Umpy takes a DNSSEC signed zone file as input and tries to judge all DNSSEC related resource records.
Umpy checks
- Validity of all signatures
- Completness of the NSEC chain
- Inception and expiration of all RRSIG
- DS records are checked for well defined values
- NSEC3PARAM and NSEC3 records parameters are checked to follow RFC 9276
- TODO: Completness of NSEC3 chain
Please see below for detailed description of all tests performed.
This project is a work in progress!

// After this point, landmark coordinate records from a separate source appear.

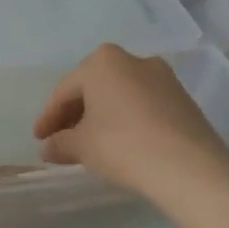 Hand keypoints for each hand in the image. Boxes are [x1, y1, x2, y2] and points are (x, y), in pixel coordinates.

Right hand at [34, 44, 228, 200]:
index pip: (65, 91)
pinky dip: (126, 120)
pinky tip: (120, 143)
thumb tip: (49, 147)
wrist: (189, 167)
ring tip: (90, 144)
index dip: (48, 118)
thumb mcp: (80, 146)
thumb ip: (60, 143)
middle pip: (93, 88)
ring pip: (119, 96)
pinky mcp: (183, 99)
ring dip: (101, 117)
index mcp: (102, 62)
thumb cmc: (122, 146)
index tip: (39, 139)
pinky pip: (142, 105)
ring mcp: (163, 77)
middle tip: (62, 140)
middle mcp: (133, 60)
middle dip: (75, 115) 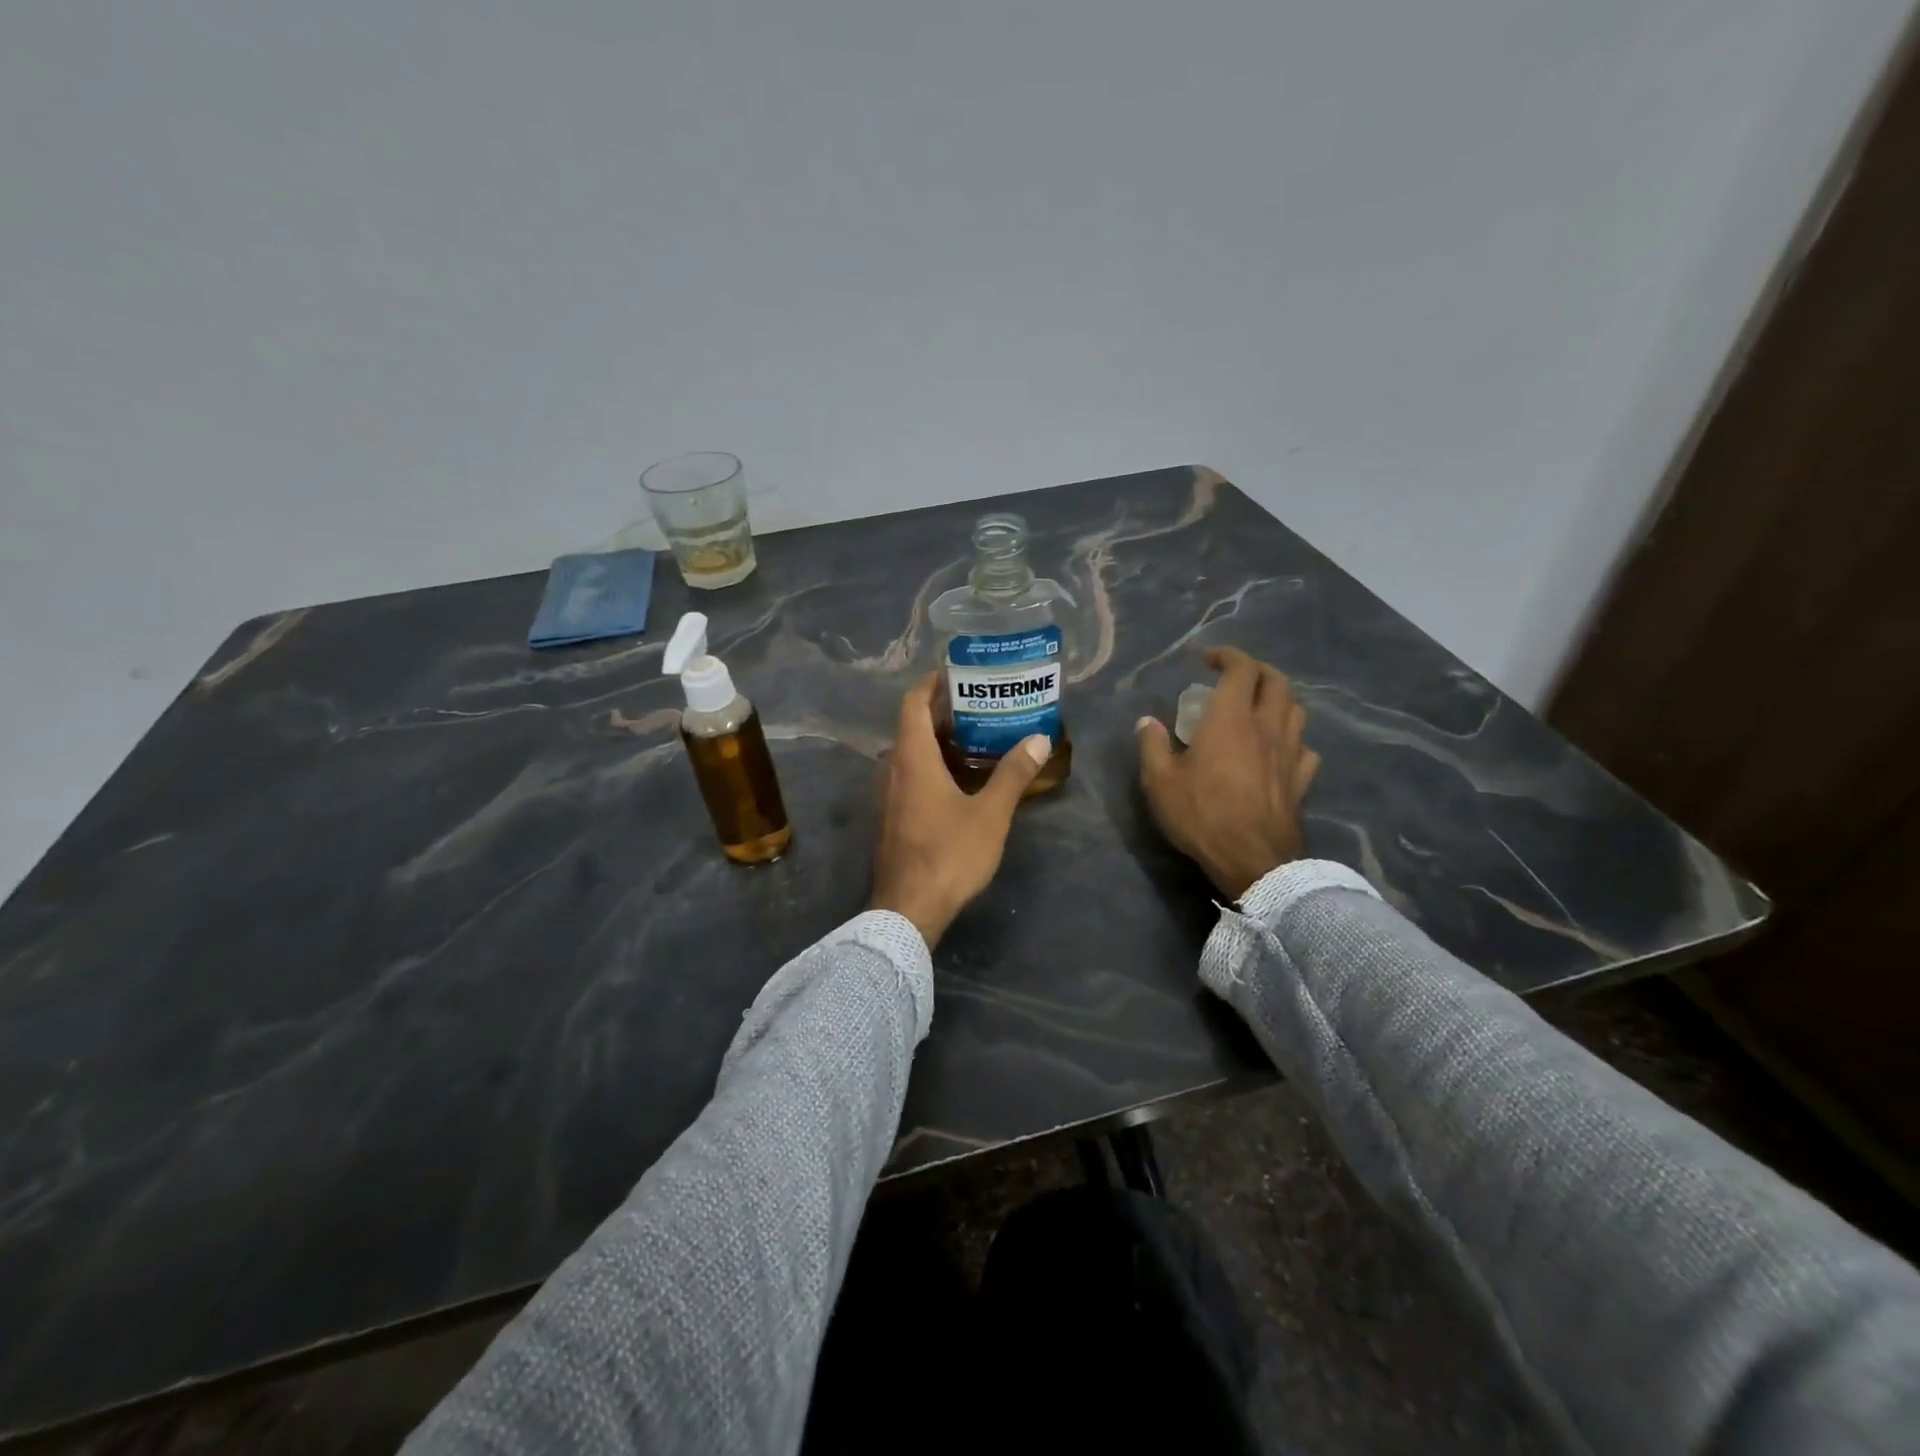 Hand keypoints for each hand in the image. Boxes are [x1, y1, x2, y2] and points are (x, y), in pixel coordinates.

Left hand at [870, 673, 1051, 947]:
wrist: (907, 910)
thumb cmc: (948, 854)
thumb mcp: (990, 814)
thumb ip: (1013, 775)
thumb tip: (1039, 739)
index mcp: (912, 759)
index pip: (912, 703)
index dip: (931, 683)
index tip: (957, 673)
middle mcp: (892, 770)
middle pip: (911, 727)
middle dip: (942, 712)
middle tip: (980, 706)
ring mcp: (888, 796)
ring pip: (910, 754)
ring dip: (937, 741)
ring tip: (976, 739)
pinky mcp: (891, 818)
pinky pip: (909, 777)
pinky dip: (932, 766)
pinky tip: (960, 780)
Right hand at [1136, 647, 1320, 900]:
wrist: (1252, 860)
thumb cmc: (1202, 815)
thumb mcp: (1160, 781)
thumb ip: (1152, 746)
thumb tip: (1147, 722)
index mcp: (1231, 719)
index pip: (1242, 669)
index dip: (1228, 656)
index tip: (1208, 660)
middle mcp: (1266, 727)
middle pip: (1277, 681)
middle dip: (1257, 671)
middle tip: (1236, 677)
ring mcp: (1290, 753)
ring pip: (1296, 710)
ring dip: (1279, 700)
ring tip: (1259, 709)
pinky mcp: (1301, 780)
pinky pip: (1305, 748)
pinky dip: (1293, 740)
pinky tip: (1279, 751) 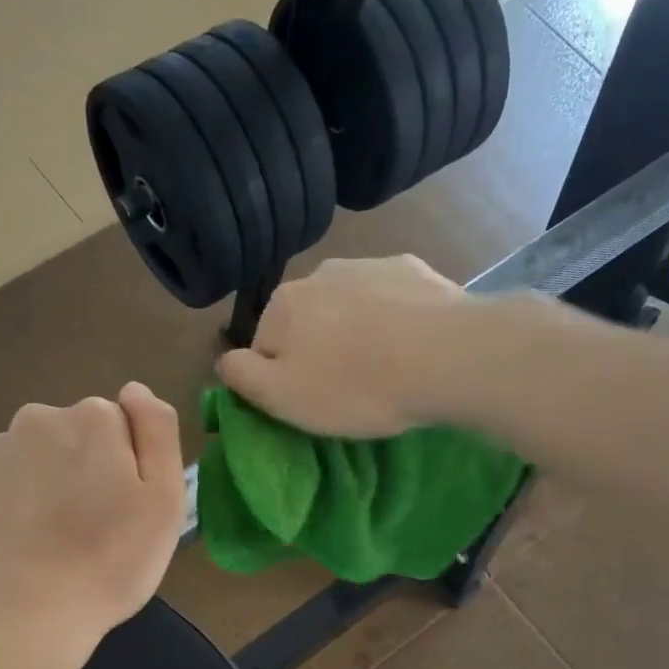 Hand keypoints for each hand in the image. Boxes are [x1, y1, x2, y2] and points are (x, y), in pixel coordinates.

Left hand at [0, 383, 184, 668]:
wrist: (17, 618)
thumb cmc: (108, 562)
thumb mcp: (165, 500)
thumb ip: (158, 431)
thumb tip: (134, 390)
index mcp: (90, 419)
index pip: (121, 425)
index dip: (130, 469)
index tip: (129, 512)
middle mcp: (36, 420)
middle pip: (77, 439)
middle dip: (88, 473)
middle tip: (98, 533)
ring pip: (39, 463)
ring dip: (51, 490)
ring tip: (58, 549)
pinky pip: (6, 490)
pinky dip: (18, 511)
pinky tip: (26, 553)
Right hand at [214, 255, 476, 436]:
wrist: (444, 356)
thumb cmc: (355, 386)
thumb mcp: (283, 397)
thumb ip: (242, 377)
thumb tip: (224, 361)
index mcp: (283, 304)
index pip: (265, 346)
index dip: (281, 379)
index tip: (309, 403)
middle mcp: (320, 272)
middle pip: (306, 322)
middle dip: (319, 351)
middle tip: (348, 390)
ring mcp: (369, 265)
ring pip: (348, 308)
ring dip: (355, 333)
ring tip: (383, 369)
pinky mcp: (413, 269)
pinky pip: (389, 300)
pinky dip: (392, 320)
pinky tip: (410, 347) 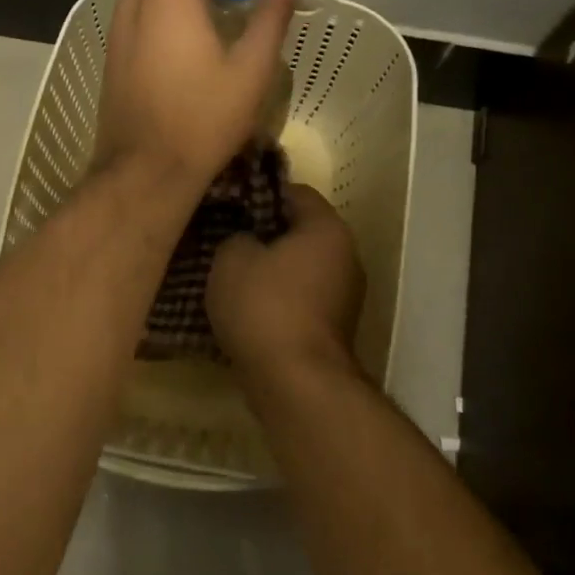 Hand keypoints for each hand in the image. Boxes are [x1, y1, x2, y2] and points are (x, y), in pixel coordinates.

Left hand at [93, 0, 295, 187]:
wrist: (144, 172)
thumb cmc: (203, 118)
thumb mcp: (251, 70)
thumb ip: (270, 20)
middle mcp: (135, 0)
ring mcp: (119, 30)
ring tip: (224, 18)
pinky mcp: (114, 55)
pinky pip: (144, 17)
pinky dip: (170, 16)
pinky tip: (194, 46)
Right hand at [208, 184, 364, 380]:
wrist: (295, 382)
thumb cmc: (264, 306)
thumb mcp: (231, 258)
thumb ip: (236, 236)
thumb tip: (246, 241)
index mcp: (327, 229)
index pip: (296, 192)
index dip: (260, 194)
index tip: (230, 205)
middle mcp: (347, 255)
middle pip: (301, 231)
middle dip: (265, 233)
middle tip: (227, 238)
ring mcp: (346, 295)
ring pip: (301, 267)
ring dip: (271, 269)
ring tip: (232, 276)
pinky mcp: (335, 327)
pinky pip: (303, 298)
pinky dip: (280, 299)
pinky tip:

Currently many parts are under construction.
All code is licensed under
Contributions are always welcome!
Please note that all submission must be licensed under
Easiest way to contribute is via pull-request, open an issue or contact the author.
Test 1: Average of 100 runs over a .se zonefile.
Test 2: 100 runs over all test zone from jdnssec-tools
| Software | Test 1 | Test 2 |
|---|---|---|
| umpy | ||
| ldns-verify | ||
| dnssec-verify | ||
| jdnssec-verify | ||
| kzonecheck | ||
| validns |
TODO: BENCHMARK
| Feature | umpy | ldns-verify | dnssec-verify | jdnssec-verify | kzonecheck |
|---|
TODO: FEATURE COMPARISON
TODO: Build for various distributions
This software comes with a large amount of unit tests, all of which can be run by
go test
and are automatically run on all pull requests and all updates to the main branch.
Current status:
If you'd like to run a specific unit test or a specific group of unit tests use
go test -run <regexp>
Ideas and inspiration from
- validns http://www.validns.net/
- ldns-verify https://nlnetlabs.nl/projects/ldns/about/
- dnssec-verify (part of the bind distribution) https://www.isc.org/bind/
- jdnssec-tools https://github.com/dblacka/jdnssec-tools
umpy can be configured to only run some of the tests and many tests can be
configured. All configuration is done in a config file in YAML format.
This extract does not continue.